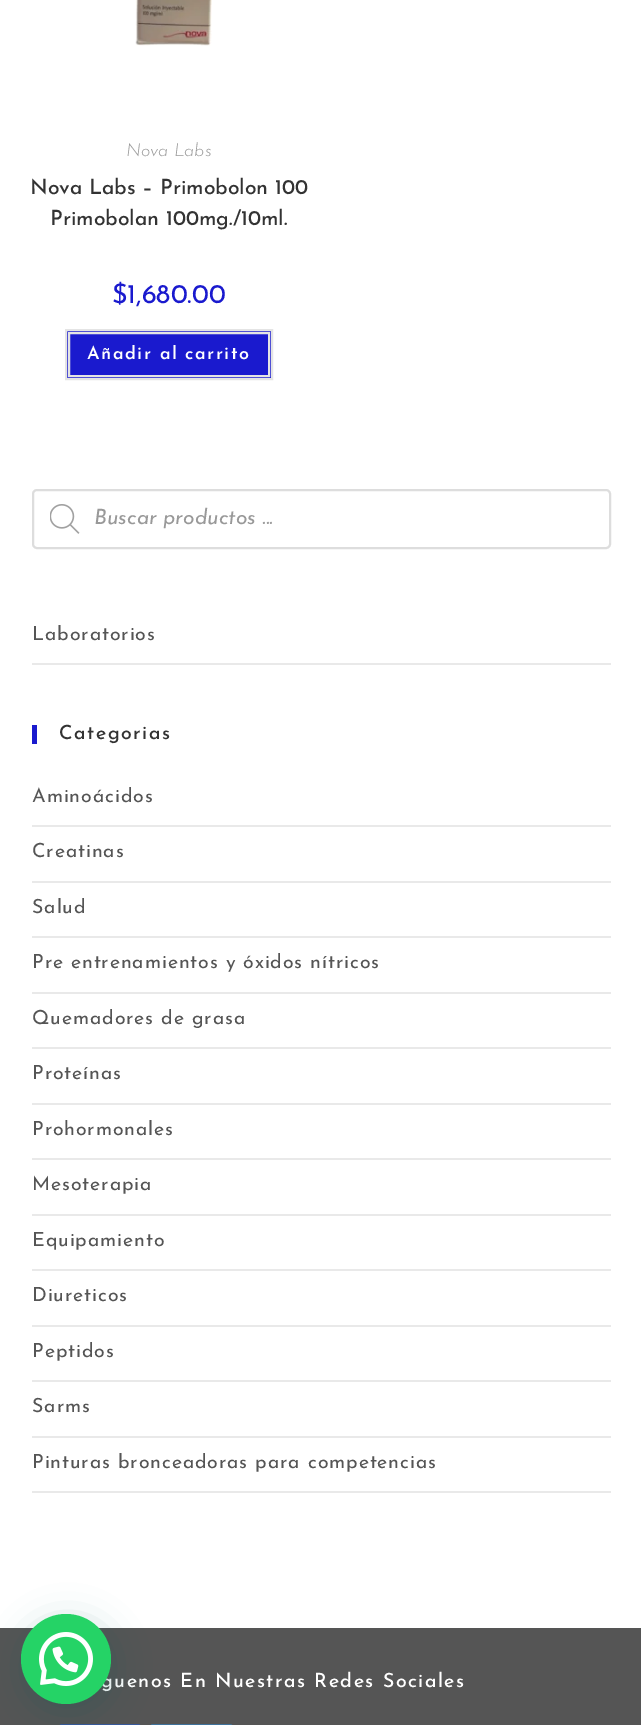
%!PS
<< /PageSize [641 1725] /PageUsesTransparency true >> setpagedevice
/rgb { dup -16 bitshift 255 div exch dup -8 bitshift 255 and 255 div exch 255 and 255 div setrgbcolor } def
/font { [ exch dup neg 0 0 3 -1 roll 0 0 ] selectfont } def
/text { moveto show } def
/alpha { dup .setfillconstantalpha .setstrokeconstantalpha } def
/circle { newpath 0 360 arc closepath } def
/roundrect { 5 dict begin { /r /h /w /y /x } { exch def } forall
  x r add y moveto x w add y 2 copy h add r arct x w add y h add x 1 index r arct
  x y h add x y r arct x y 2 copy exch w add exch r arct closepath end } def
/shadow { 12 dict begin { /a /b /q /h /w /y /x } { exch def } forall gsave /was 0 def
  9 -2 -9 { dup b mul 4 div /e exch def 1 sub .425 mul 2.718 exch exp 1 add a .99 .min exch div /now exch def
    1 1 now sub 1 was sub div sub alpha /was now def
    w h .min e 2 mul add 0 gt { x e sub y e sub w e 2 mul add h e 2 mul add
      q e add b .6 mul add w h .min 2 div e add .min 0 .max roundrect fill } if } for grestore end } def
/picture { 5 dict begin { /h /w /y /x /name } { exch def } forall
  gsave x y translate w h scale
  w h 8 [w 0 0 h 0 0] name (r) file false 3 colorimage grestore end } def
0 .pushpdf14devicefilter
0 1725 translate 1 -1 scale
4 setmiterlimit
/s1 { /JosefinSans-LightItalic 18 font 16#999999 rgb } def
/s2 { /JosefinSans-Medium 21 font 16#333333 rgb } def
/s3 { /JosefinSans-Regular 27 font 16#1A1ACE rgb } def
/s4 { /JosefinSans-Italic 21 font 16#999999 rgb } def
16#FFFFFF rgb
0 0 641 1725 rectfill
(pic1.raw) 135 0 77 46 picture
s1
(Nova Labs) 126 156 text
s2
(Nova Labs – Primobolon 100) 30 194 text
(Primobolan 100mg./10ml.) 50 225 text
s3
($1,680.00) 112 303 text
66 330 moveto 272 330 lineto 272 379 lineto 66 379 lineto closepath gsave fill grestore
16#E4E4E4 rgb
2 setlinewidth
stroke
69 333 200 43 rectstroke
/JosefinSans-SemiBold 18 font
16#FFFFFF rgb
87 359 moveto 1.5 0 (Añadir al carrito) ashow
16#DDDDDD rgb
33 490 577 58 4 roundrect stroke
(pic2.raw) 50 504 30 30 picture
s4
(Buscar productos ...) 94 524 text
16#E9E9E9 rgb
32 663 579 2 rectfill
/JosefinSans-Regular 19.5 font
16#555555 rgb
32 640 moveto 0.9 0 (Laboratorios) ashow
16#1A1ACE rgb
32 725 5 19 rectfill
/JosefinSans-Medium 19.5 font
16#333333 rgb
59 739 moveto 1.5 0 (Categorias) ashow
16#E9E9E9 rgb
32 825 579 2 rectfill
/JosefinSans-Regular 19.5 font
16#555555 rgb
32 802 moveto 0.9 0 (Aminoácidos) ashow
16#E9E9E9 rgb
32 881 579 2 rectfill
16#555555 rgb
32 857 moveto 0.9 0 (Creatinas) ashow
16#E9E9E9 rgb
32 936 579 2 rectfill
16#555555 rgb
32 913 moveto 0.9 0 (Salud) ashow
16#E9E9E9 rgb
32 992 579 2 rectfill
16#555555 rgb
32 968 moveto 0.9 0 (Pre entrenamientos y óxidos nítricos) ashow
16#E9E9E9 rgb
32 1047 579 2 rectfill
16#555555 rgb
32 1024 moveto 0.9 0 (Quemadores de grasa) ashow
16#E9E9E9 rgb
32 1103 579 2 rectfill
16#555555 rgb
32 1079 moveto 0.9 0 (Proteínas) ashow
16#E9E9E9 rgb
32 1158 579 2 rectfill
16#555555 rgb
32 1135 moveto 0.9 0 (Prohormonales) ashow
16#E9E9E9 rgb
32 1214 579 2 rectfill
16#555555 rgb
32 1190 moveto 0.9 0 (Mesoterapia) ashow
16#E9E9E9 rgb
32 1269 579 2 rectfill
16#555555 rgb
32 1246 moveto 0.9 0 (Equipamiento) ashow
16#E9E9E9 rgb
32 1325 579 2 rectfill
16#555555 rgb
32 1301 moveto 0.9 0 (Diureticos) ashow
16#E9E9E9 rgb
32 1380 579 2 rectfill
16#555555 rgb
32 1357 moveto 0.9 0 (Peptidos) ashow
16#E9E9E9 rgb
32 1436 579 2 rectfill
16#555555 rgb
32 1412 moveto 0.9 0 (Sarms) ashow
16#E9E9E9 rgb
32 1491 579 2 rectfill
16#555555 rgb
32 1468 moveto 0.9 0 (Pinturas bronceadoras para competencias) ashow
0 1628 641 97 rectfill
/JosefinSans-Medium 19.5 font
16#FFFFFF rgb
101 1687 moveto 1.5 0 (guenos En Nuestras Redes Sociales) ashow
16#37589B rgb
59 1724 82 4 3 roundrect fill
16#3F729B rgb
150 1724 83 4 3 roundrect fill
16#075E54 rgb
23 1623 90 90 45 18 0.24 shadow
16#25D366 rgb
66 1659 45 circle fill
(pic3.raw) 39 1632 54 54 picture
.poppdf14devicefilter showpage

## Work task
Among the entries above, find the line with "gsave /was 0 def" and the line with "w h .min e 2"; give again exactly these two lines and all lines between them.

## Result
/shadow { 12 dict begin { /a /b /q /h /w /y /x } { exch def } forall gsave /was 0 def
  9 -2 -9 { dup b mul 4 div /e exch def 1 sub .425 mul 2.718 exch exp 1 add a .99 .min exch div /now exch def
    1 1 now sub 1 was sub div sub alpha /was now def
    w h .min e 2 mul add 0 gt { x e sub y e sub w e 2 mul add h e 2 mul add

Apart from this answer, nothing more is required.